## About this exercise
Would you please copy the part of the material below that opens with the line containing "paint.setAntiAlias(true);" and closes with the line containing "float extra = 0;"? Copy it exactly, and only it.

--- Records shown Enclosed Below ---

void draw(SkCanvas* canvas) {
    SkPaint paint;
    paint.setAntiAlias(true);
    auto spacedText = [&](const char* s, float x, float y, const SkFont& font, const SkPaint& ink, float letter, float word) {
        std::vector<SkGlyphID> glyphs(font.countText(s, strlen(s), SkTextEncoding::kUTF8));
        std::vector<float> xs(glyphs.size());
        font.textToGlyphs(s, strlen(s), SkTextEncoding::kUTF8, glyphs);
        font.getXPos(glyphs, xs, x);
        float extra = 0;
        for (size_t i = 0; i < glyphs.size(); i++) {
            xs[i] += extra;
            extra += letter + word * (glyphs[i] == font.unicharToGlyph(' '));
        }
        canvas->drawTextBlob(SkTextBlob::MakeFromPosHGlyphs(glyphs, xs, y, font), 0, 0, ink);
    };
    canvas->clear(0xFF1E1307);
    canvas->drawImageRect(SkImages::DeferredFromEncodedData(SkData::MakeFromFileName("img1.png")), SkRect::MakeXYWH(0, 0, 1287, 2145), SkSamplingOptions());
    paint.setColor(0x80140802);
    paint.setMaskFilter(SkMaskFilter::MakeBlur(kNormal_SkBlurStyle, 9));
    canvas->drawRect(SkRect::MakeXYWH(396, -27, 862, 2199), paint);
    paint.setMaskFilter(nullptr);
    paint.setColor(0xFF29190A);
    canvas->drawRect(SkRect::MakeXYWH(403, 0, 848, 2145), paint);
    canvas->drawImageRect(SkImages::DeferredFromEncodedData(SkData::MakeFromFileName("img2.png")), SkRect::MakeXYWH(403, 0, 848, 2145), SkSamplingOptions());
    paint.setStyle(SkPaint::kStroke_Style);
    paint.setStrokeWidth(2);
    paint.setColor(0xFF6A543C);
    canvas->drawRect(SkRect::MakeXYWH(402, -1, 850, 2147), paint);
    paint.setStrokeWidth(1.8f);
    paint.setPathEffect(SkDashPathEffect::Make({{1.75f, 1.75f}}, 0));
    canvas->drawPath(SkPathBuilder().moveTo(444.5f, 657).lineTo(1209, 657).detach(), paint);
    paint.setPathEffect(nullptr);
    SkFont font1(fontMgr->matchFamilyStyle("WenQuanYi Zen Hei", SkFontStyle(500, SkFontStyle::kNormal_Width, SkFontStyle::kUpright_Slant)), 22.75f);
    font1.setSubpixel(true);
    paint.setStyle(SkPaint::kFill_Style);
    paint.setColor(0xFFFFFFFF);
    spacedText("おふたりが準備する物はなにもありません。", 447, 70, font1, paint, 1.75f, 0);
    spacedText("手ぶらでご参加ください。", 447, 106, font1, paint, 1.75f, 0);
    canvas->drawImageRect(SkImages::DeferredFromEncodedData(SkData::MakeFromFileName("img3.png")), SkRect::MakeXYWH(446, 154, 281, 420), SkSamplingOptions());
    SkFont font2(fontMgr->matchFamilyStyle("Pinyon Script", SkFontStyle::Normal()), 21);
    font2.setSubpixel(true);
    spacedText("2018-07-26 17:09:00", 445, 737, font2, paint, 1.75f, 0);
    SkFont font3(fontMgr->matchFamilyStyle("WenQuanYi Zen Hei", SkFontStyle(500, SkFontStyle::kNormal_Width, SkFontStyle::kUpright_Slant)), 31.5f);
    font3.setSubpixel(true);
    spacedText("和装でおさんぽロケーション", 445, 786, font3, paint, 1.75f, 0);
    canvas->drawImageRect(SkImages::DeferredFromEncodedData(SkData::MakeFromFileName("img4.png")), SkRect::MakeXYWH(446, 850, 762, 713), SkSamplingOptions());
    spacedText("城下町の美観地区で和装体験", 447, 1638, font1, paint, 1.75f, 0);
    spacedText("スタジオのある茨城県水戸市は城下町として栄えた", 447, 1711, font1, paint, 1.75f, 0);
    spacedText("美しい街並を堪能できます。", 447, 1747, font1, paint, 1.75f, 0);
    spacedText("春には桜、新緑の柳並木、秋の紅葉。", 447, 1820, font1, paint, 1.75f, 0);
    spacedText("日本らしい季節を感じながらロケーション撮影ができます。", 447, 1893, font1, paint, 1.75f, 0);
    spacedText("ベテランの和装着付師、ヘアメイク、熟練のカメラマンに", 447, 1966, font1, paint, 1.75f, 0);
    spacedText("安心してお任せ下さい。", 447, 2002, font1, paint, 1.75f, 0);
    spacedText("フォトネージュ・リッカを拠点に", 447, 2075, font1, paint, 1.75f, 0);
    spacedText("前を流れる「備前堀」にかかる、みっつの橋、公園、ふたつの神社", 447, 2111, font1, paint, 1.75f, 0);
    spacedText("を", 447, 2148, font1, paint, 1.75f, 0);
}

--- End of Enclosed Records shown ---

## Response for this exercise
    paint.setAntiAlias(true);
    auto spacedText = [&](const char* s, float x, float y, const SkFont& font, const SkPaint& ink, float letter, float word) {
        std::vector<SkGlyphID> glyphs(font.countText(s, strlen(s), SkTextEncoding::kUTF8));
        std::vector<float> xs(glyphs.size());
        font.textToGlyphs(s, strlen(s), SkTextEncoding::kUTF8, glyphs);
        font.getXPos(glyphs, xs, x);
        float extra = 0;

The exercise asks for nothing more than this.